## [Work order]
The full listing, minus its pictures, should be printed again exactly as it stands.

## [Available records]

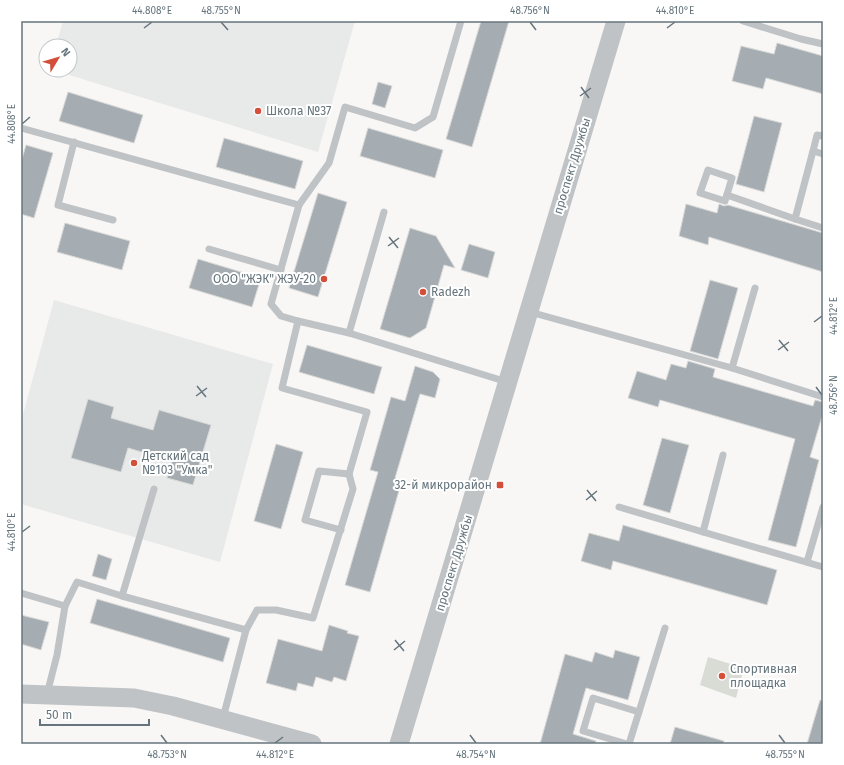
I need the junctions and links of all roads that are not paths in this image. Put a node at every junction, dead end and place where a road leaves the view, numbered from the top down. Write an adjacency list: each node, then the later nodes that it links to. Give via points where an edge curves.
1 (461, 21): 11 (lane, via 434,117 415,128 345,107 329,163)
2 (616, 21): 19 (street, проспект Дружбы)
3 (743, 21): 4 (lane)
4 (823, 44)
5 (21, 128): 7 (lane)
6 (823, 136): 8 (lane, via 817,135)
7 (74, 142): 11 (lane); 14 (lane, via 58,205)
8 (813, 151): 9 (lane); 13 (lane)
9 (823, 154)
10 (727, 195): 10 (lane, via 725,201 700,193 708,170 732,178); 13 (lane)
11 (299, 205): 17 (lane)
12 (384, 212): 21 (lane)
13 (795, 219): 15 (lane)
14 (113, 220)
15 (823, 228)
16 (209, 249): 17 (lane)
17 (281, 270): 20 (lane, via 271,304 281,316)
18 (755, 288): 22 (lane)
19 (529, 311): 22 (lane); 23 (street, проспект Дружбы)
20 (298, 321): 21 (lane); 26 (lane, via 282,388 367,412)
21 (348, 333): 23 (lane)
22 (732, 368): 24 (lane)
23 (507, 382): 44 (street, проспект Дружбы)
24 (823, 397)
25 (723, 455): 31 (lane)
26 (349, 474): 30 (lane, via 353,489); 30 (lane, via 319,471 305,520)
27 (154, 489): 35 (lane)
28 (619, 507): 31 (lane)
29 (823, 507): 32 (lane)
30 (341, 530): 38 (lane, via 313,618 276,610 257,610)
31 (703, 532): 32 (lane)
32 (806, 562): 33 (lane)
33 (823, 567)
34 (21, 593): 36 (lane)
35 (122, 596): 36 (lane, via 77,582); 38 (lane)
36 (65, 606): 40 (lane)
37 (665, 628): 41 (lane)
38 (246, 630): 42 (lane)
39 (21, 694): 40 (street)
40 (47, 694): 42 (street, via 134,698)
41 (639, 712): 45 (lane); 45 (lane, via 593,698 583,731)
42 (223, 719): 43 (street)
43 (312, 744)
44 (399, 744)
45 (628, 744)

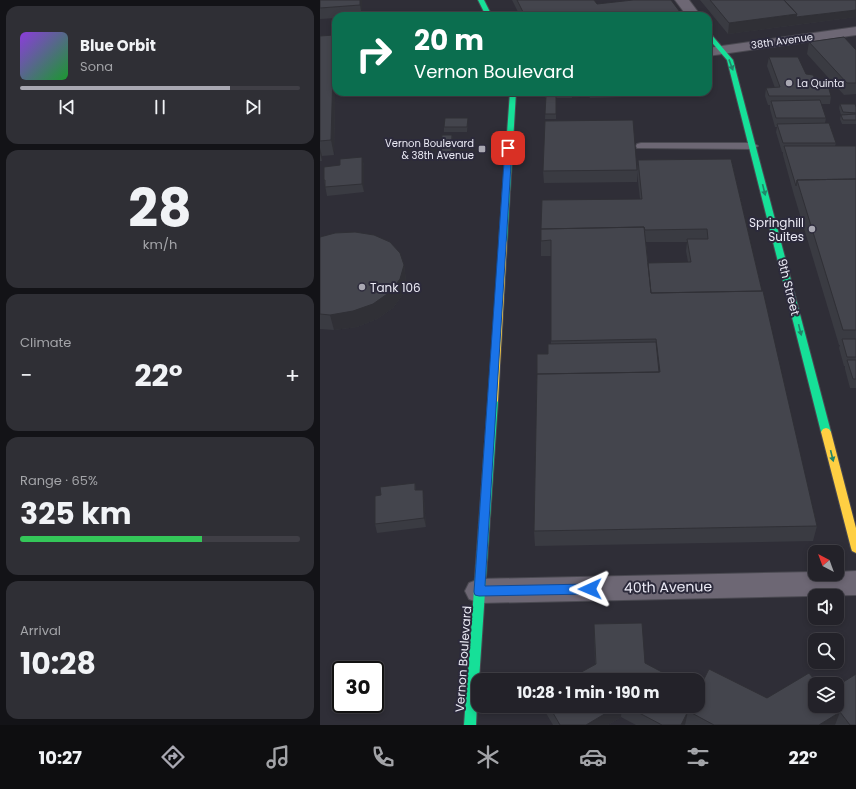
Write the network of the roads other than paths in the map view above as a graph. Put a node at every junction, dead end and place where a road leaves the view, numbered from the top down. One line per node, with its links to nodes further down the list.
1 (481, 0): 3 (main road)
2 (682, 0): 4 (street)
3 (487, 12)
4 (691, 12)
5 (856, 31): 6 (street, 38th Avenue)
6 (714, 51): 9 (main road, 9th Street, one-way to 9)
7 (513, 96): 12 (main road, Vernon Boulevard)
8 (641, 146): 9 (lane)
9 (753, 146): 10 (main road, 9th Street, one-way to 10)
10 (856, 548)
11 (856, 583): 12 (street, 40th Avenue)
12 (479, 592): 13 (main road, Vernon Boulevard)
13 (470, 725)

## [Exercise result]
I need the junctions and links of all roads that are not paths in this image. Put a node at every junction, dead end and place where a road leaves the view, numbered from the top down. Write an adjacency list: each node, then the later nodes that it links to. Give via points where an edge curves.
1 (461, 21): 11 (lane, via 434,117 415,128 345,107 329,163)
2 (616, 21): 19 (street, проспект Дружбы)
3 (743, 21): 4 (lane)
4 (823, 44)
5 (21, 128): 7 (lane)
6 (823, 136): 8 (lane, via 817,135)
7 (74, 142): 11 (lane); 14 (lane, via 58,205)
8 (813, 151): 9 (lane); 13 (lane)
9 (823, 154)
10 (727, 195): 10 (lane, via 725,201 700,193 708,170 732,178); 13 (lane)
11 (299, 205): 17 (lane)
12 (384, 212): 21 (lane)
13 (795, 219): 15 (lane)
14 (113, 220)
15 (823, 228)
16 (209, 249): 17 (lane)
17 (281, 270): 20 (lane, via 271,304 281,316)
18 (755, 288): 22 (lane)
19 (529, 311): 22 (lane); 23 (street, проспект Дружбы)
20 (298, 321): 21 (lane); 26 (lane, via 282,388 367,412)
21 (348, 333): 23 (lane)
22 (732, 368): 24 (lane)
23 (507, 382): 44 (street, проспект Дружбы)
24 (823, 397)
25 (723, 455): 31 (lane)
26 (349, 474): 30 (lane, via 353,489); 30 (lane, via 319,471 305,520)
27 (154, 489): 35 (lane)
28 (619, 507): 31 (lane)
29 (823, 507): 32 (lane)
30 (341, 530): 38 (lane, via 313,618 276,610 257,610)
31 (703, 532): 32 (lane)
32 (806, 562): 33 (lane)
33 (823, 567)
34 (21, 593): 36 (lane)
35 (122, 596): 36 (lane, via 77,582); 38 (lane)
36 (65, 606): 40 (lane)
37 (665, 628): 41 (lane)
38 (246, 630): 42 (lane)
39 (21, 694): 40 (street)
40 (47, 694): 42 (street, via 134,698)
41 (639, 712): 45 (lane); 45 (lane, via 593,698 583,731)
42 (223, 719): 43 (street)
43 (312, 744)
44 (399, 744)
45 (628, 744)

Write the network of the roads other than paths in the map view above as a graph. Put a node at every junction, dead end and place where a road leaves the view, numbered from the top down. One line per node, with its links to nodes further down the list.
1 (481, 0): 3 (main road)
2 (682, 0): 4 (street)
3 (487, 12)
4 (691, 12)
5 (856, 31): 6 (street, 38th Avenue)
6 (714, 51): 9 (main road, 9th Street, one-way to 9)
7 (513, 96): 12 (main road, Vernon Boulevard)
8 (641, 146): 9 (lane)
9 (753, 146): 10 (main road, 9th Street, one-way to 10)
10 (856, 548)
11 (856, 583): 12 (street, 40th Avenue)
12 (479, 592): 13 (main road, Vernon Boulevard)
13 (470, 725)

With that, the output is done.